Post by firstname.lastname@example.org Post by Louis Epstein
No more an oxymoron than "Raja Kechil Besar".
A senorita is implicitly less than a Senor.
Post by email@example.com
Also, which European languages employ titles that are cognates of Seigneur?
Would you count "Sir" as a worn-down form?
("Knight",on the other hand,had a more lower-class origin).
Post by firstname.lastname@example.org
What is the original etymology of Dominus? Nobilis? Adel? Lord? Herr?
Do they have original meanings circulated?
Some medieval Latin sources employ phrase "seniores et meliores". Do
any European languages have titles that are cognates of "melior" or
The World Trade Center towers MUST rise again,
at least as tall as before...or terror has triumphed.
Excuse me! "Señorita" is a modern construction whose meaning is exactly Miss. > It has nothing to do with nobility (much less the implication that is less
than a "señor"). It implies either that you are talking of a young female or
an unmarried one.
But Senorita compared to Senora?
Señor and Señora, are also modern constructions to address people. While Don
and doña have become widely used without connotation of any nobility
In Spain, before the Leyes Desamortizadoras, by which all lordships and any
type of entailment ceased to exist, there were two different things. Nobles
were distinguished by "Don/Doña" (like Portuguese "Dom/Donha", and Italian
"Don/Donna," in the southern kingdom of Two Sicilies). Now, a man could be
called Don NN, Señor de XX (place) (meaning NN, Lord of XX), and a woman,
regardless of her marital status, Doña NN, Señora de XX (place) (meaning NN,
Lady suo jure of XX). Both Señor and Señora meant that the owner of the place > exercised different types of rights, including justice, collecting taxes, etc. > Señora was in no way less than Señor. There were also many nobles who did not > have the right to use the "Don/Doña" before their names and the law was very
strict about this.
Does Spain have many nobles who are Senor/a but NOT Don/a?
I gather that while Don/a is a mark of personal nobility, Senor/a is that of ownership of a lordship.
So an adult son who owns nothing because his father is alive is a Don NN, but not a Senor. While an orphaned child who owns a lordship is a Senor/a, even as a newborn (if a posthumous heir).
Is the wife of a Senor a Senora, or is it a title strictly limited to the owner, and not shared by the spouse of an owner?
Currently, Spain is a mess regarding nobility. My post referred to the Ancient Regime, especially before the Mendizabal Laws from 1842.
To recap: Nowadays, a married woman (regardless her status as noble) is called Señora and Doña (both forms of address have lost their original meaning). The husband is called Señor and Don too. Un unmarried woman is called Señorita and Doña, too.

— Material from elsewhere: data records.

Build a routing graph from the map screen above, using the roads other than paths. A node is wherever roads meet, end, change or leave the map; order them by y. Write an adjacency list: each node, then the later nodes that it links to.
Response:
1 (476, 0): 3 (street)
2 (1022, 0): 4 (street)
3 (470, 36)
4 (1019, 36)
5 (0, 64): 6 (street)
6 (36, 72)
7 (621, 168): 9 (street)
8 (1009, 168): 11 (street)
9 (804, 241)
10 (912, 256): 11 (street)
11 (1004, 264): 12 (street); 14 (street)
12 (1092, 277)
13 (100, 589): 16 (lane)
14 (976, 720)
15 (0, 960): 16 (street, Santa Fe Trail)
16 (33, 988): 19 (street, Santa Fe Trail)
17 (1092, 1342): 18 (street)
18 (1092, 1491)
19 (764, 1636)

Prior to this, there were nobles who were not entitled to the use of Don (even high ranking titled ones). Usually noble women, even at the lower echelons were entitled to use the Doña. So, somebody could be NN, señor of (place name, where he had rights of varying degrees) or could also be Don NN, señor of (place name). If his wife was a señora of a place, it was stated clearly. In this case, any noblewoman señora of a place or not were entitled to the use of Doña, so she would have been "Doña NN, señora of (place name)." Women administered their "señoríos" without interference from their husbands, as they were heiresses in their own right. Of course, any children born from such a marriage would, inevitably, have different treatment. If the father was not entitled to use the Don, the male offspring couldn't use it, however the daughters, even if they were not heiresses, had the right to use it. Both titles, Señor de and Señora de could or not be shared by the spouse. If a lady called Doña NN, señora de (place name) but her husband was a noble with no right to use the Don before his name and he was not a Señor de (place name), he had no rights to interfere in the administration of his wife's Señorío. Unless the couple decided to merge their possessions as an entail, then, the heir(ess) would inherited both.
But, if they didn't, it was common practice that the elder son (or daughter, as there was not any sex differentiation) would inherit the father's señorío, and the second child (male or female) his/her mother lands, which many times implied to switch the paternal surname to the maternal one.
If you need more clarification, just let me know.